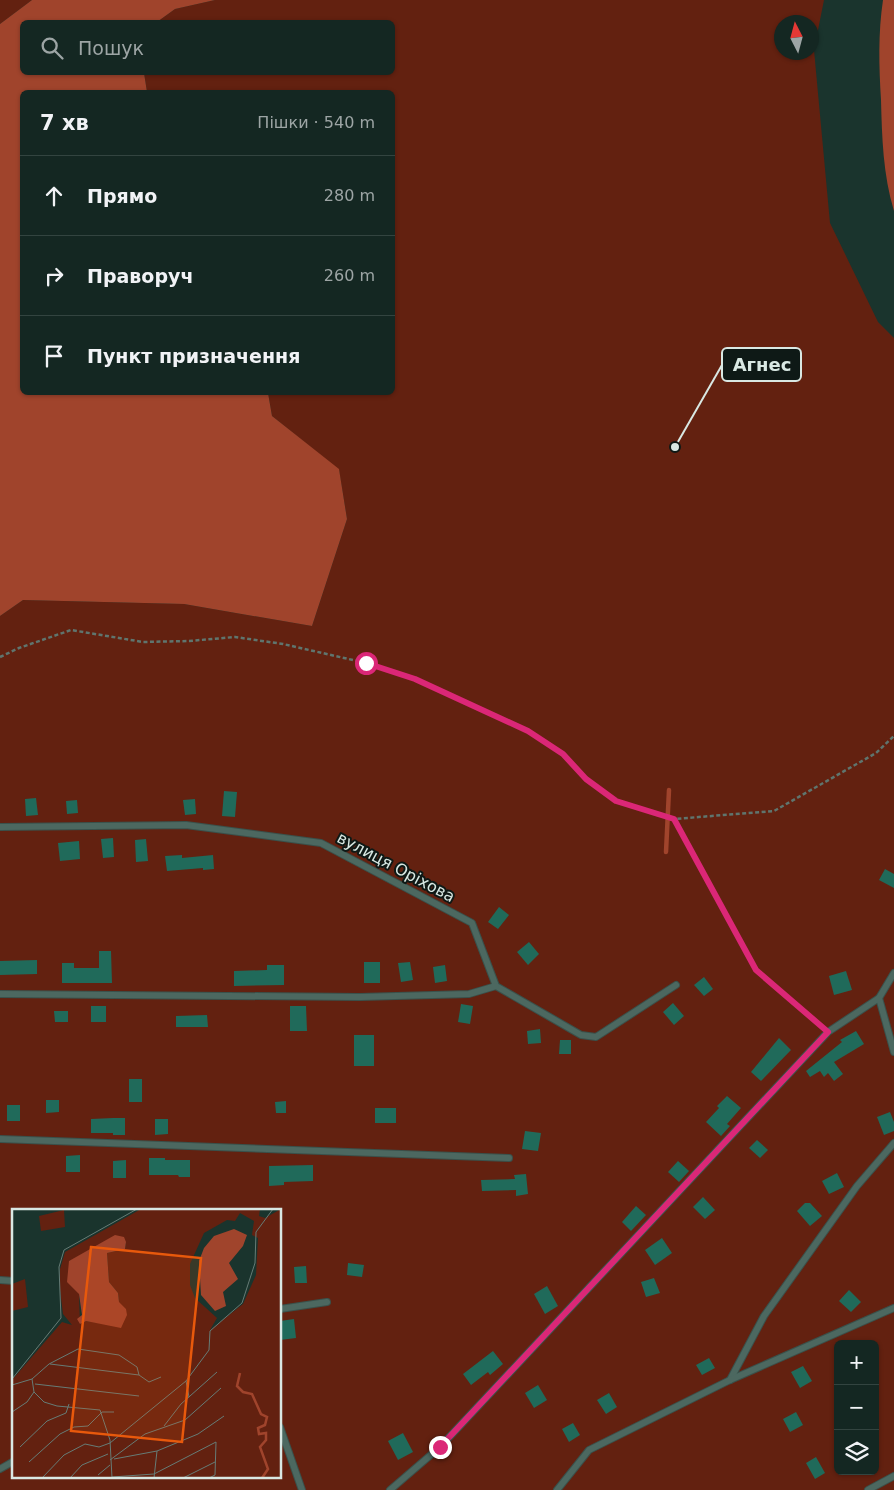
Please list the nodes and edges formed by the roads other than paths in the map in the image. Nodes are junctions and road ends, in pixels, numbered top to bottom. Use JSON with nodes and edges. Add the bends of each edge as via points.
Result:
{"nodes":[{"id":1,"x":0,"y":827,"type":"edge"},
{"id":2,"x":894,"y":973,"type":"edge"},
{"id":3,"x":676,"y":985,"type":"dead end"},
{"id":4,"x":496,"y":986,"type":"junction"},
{"id":5,"x":0,"y":994,"type":"edge"},
{"id":6,"x":879,"y":998,"type":"junction"},
{"id":7,"x":894,"y":1052,"type":"edge"},
{"id":8,"x":0,"y":1139,"type":"edge"},
{"id":9,"x":894,"y":1142,"type":"edge"},
{"id":10,"x":509,"y":1158,"type":"dead end"},
{"id":11,"x":328,"y":1302,"type":"dead end"},
{"id":12,"x":281,"y":1308,"type":"edge"},
{"id":13,"x":894,"y":1308,"type":"edge"},
{"id":14,"x":730,"y":1380,"type":"junction"},
{"id":15,"x":281,"y":1430,"type":"edge"},
{"id":16,"x":12,"y":1462,"type":"edge"},
{"id":17,"x":0,"y":1469,"type":"edge"},
{"id":18,"x":894,"y":1476,"type":"edge"},
{"id":19,"x":302,"y":1490,"type":"edge"},
{"id":20,"x":390,"y":1490,"type":"edge"},
{"id":21,"x":557,"y":1490,"type":"edge"},
{"id":22,"x":868,"y":1490,"type":"edge"}],
"edges":[{"from":1,"to":4,"type":"lane","name":"вулиця Оріхова","via":[[186,825],[321,843],[472,923]]},
{"from":2,"to":6,"type":"lane"},
{"from":3,"to":4,"type":"lane","via":[[596,1037],[582,1034]]},
{"from":4,"to":5,"type":"lane","via":[[469,994],[360,997]]},
{"from":6,"to":7,"type":"lane"},
{"from":6,"to":20,"type":"lane","via":[[828,1032],[440,1447]]},
{"from":8,"to":10,"type":"lane"},
{"from":9,"to":14,"type":"lane","via":[[857,1186],[764,1316]]},
{"from":11,"to":12,"type":"lane"},
{"from":13,"to":14,"type":"lane"},
{"from":14,"to":21,"type":"lane","via":[[589,1450]]},
{"from":15,"to":19,"type":"lane"},
{"from":16,"to":17,"type":"lane"},
{"from":18,"to":22,"type":"lane"}]}
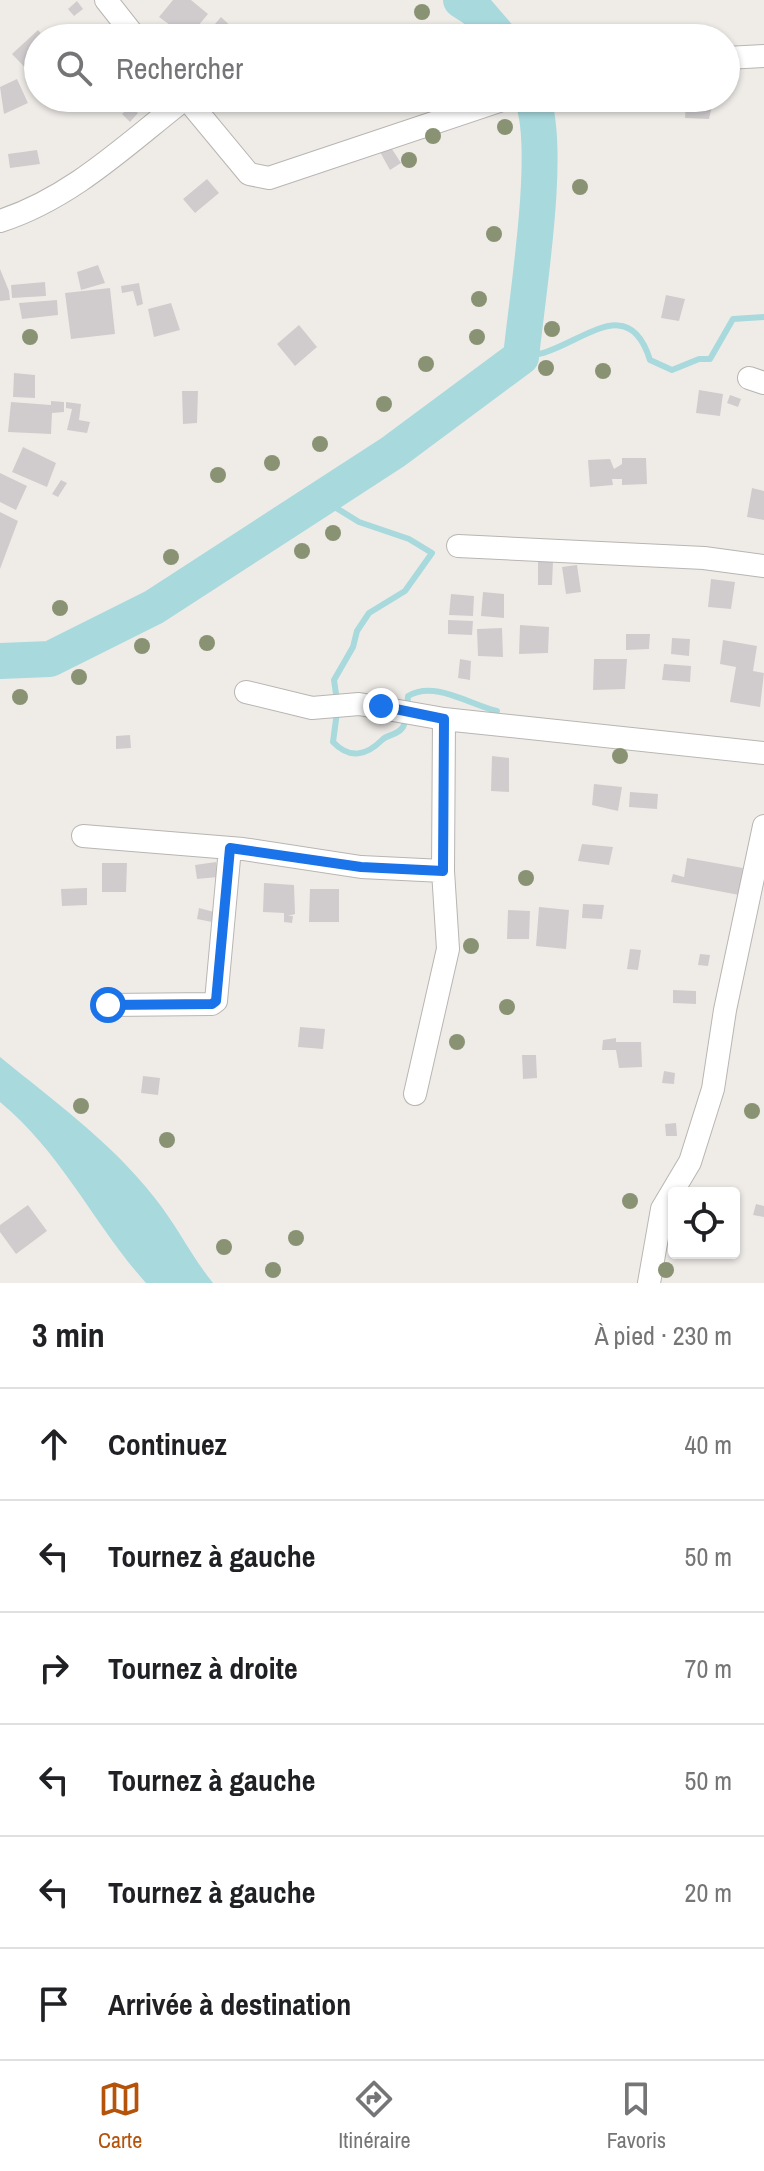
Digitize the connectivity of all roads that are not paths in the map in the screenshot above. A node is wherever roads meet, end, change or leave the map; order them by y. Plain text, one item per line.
1 (106, 0) edge
2 (125, 24) edge
3 (764, 56) edge
4 (740, 57) edge
5 (168, 112) edge
6 (198, 112) edge
7 (467, 112) edge
8 (0, 221) edge
9 (458, 546) dead end
10 (764, 566) edge
11 (246, 692) dead end
12 (444, 719) junction
13 (764, 753) edge
14 (764, 826) edge
15 (83, 836) dead end
16 (230, 848) junction
17 (443, 871) junction
18 (108, 1005) dead end
19 (415, 1094) dead end
20 (649, 1283) edge

1 - 2 street
3 - 4 street
5 - 8 street
6 - 7 street
9 - 10 street
11 - 12 street
12 - 13 street
12 - 17 street
14 - 20 street
15 - 16 street
16 - 17 street
16 - 18 street
17 - 19 street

◇ ◇ ◇ ◇

§ TASK DIRECTIONS
Only the wording of the records is wanted: copy it all exactly and omit the pictures.

§ SOLUTION TO THIS EXERCISE
Please list the nodes and edges formed by the roads other than paths in the map in the image. Nodes are junctions and road ends, in pixels, numbered top to bottom. Use JSON with nodes and edges. Add the bends of each edge as via points.
Result:
{"nodes":[{"id":1,"x":0,"y":827,"type":"edge"},
{"id":2,"x":894,"y":973,"type":"edge"},
{"id":3,"x":676,"y":985,"type":"dead end"},
{"id":4,"x":496,"y":986,"type":"junction"},
{"id":5,"x":0,"y":994,"type":"edge"},
{"id":6,"x":879,"y":998,"type":"junction"},
{"id":7,"x":894,"y":1052,"type":"edge"},
{"id":8,"x":0,"y":1139,"type":"edge"},
{"id":9,"x":894,"y":1142,"type":"edge"},
{"id":10,"x":509,"y":1158,"type":"dead end"},
{"id":11,"x":328,"y":1302,"type":"dead end"},
{"id":12,"x":281,"y":1308,"type":"edge"},
{"id":13,"x":894,"y":1308,"type":"edge"},
{"id":14,"x":730,"y":1380,"type":"junction"},
{"id":15,"x":281,"y":1430,"type":"edge"},
{"id":16,"x":12,"y":1462,"type":"edge"},
{"id":17,"x":0,"y":1469,"type":"edge"},
{"id":18,"x":894,"y":1476,"type":"edge"},
{"id":19,"x":302,"y":1490,"type":"edge"},
{"id":20,"x":390,"y":1490,"type":"edge"},
{"id":21,"x":557,"y":1490,"type":"edge"},
{"id":22,"x":868,"y":1490,"type":"edge"}],
"edges":[{"from":1,"to":4,"type":"lane","name":"вулиця Оріхова","via":[[186,825],[321,843],[472,923]]},
{"from":2,"to":6,"type":"lane"},
{"from":3,"to":4,"type":"lane","via":[[596,1037],[582,1034]]},
{"from":4,"to":5,"type":"lane","via":[[469,994],[360,997]]},
{"from":6,"to":7,"type":"lane"},
{"from":6,"to":20,"type":"lane","via":[[828,1032],[440,1447]]},
{"from":8,"to":10,"type":"lane"},
{"from":9,"to":14,"type":"lane","via":[[857,1186],[764,1316]]},
{"from":11,"to":12,"type":"lane"},
{"from":13,"to":14,"type":"lane"},
{"from":14,"to":21,"type":"lane","via":[[589,1450]]},
{"from":15,"to":19,"type":"lane"},
{"from":16,"to":17,"type":"lane"},
{"from":18,"to":22,"type":"lane"}]}
Digitize the connectivity of all roads that are not paths in the map in the screenshot above. A node is wherever roads meet, end, change or leave the map; order them by y. Plain text, one item per line.
1 (106, 0) edge
2 (125, 24) edge
3 (764, 56) edge
4 (740, 57) edge
5 (168, 112) edge
6 (198, 112) edge
7 (467, 112) edge
8 (0, 221) edge
9 (458, 546) dead end
10 (764, 566) edge
11 (246, 692) dead end
12 (444, 719) junction
13 (764, 753) edge
14 (764, 826) edge
15 (83, 836) dead end
16 (230, 848) junction
17 (443, 871) junction
18 (108, 1005) dead end
19 (415, 1094) dead end
20 (649, 1283) edge

1 - 2 street
3 - 4 street
5 - 8 street
6 - 7 street
9 - 10 street
11 - 12 street
12 - 13 street
12 - 17 street
14 - 20 street
15 - 16 street
16 - 17 street
16 - 18 street
17 - 19 street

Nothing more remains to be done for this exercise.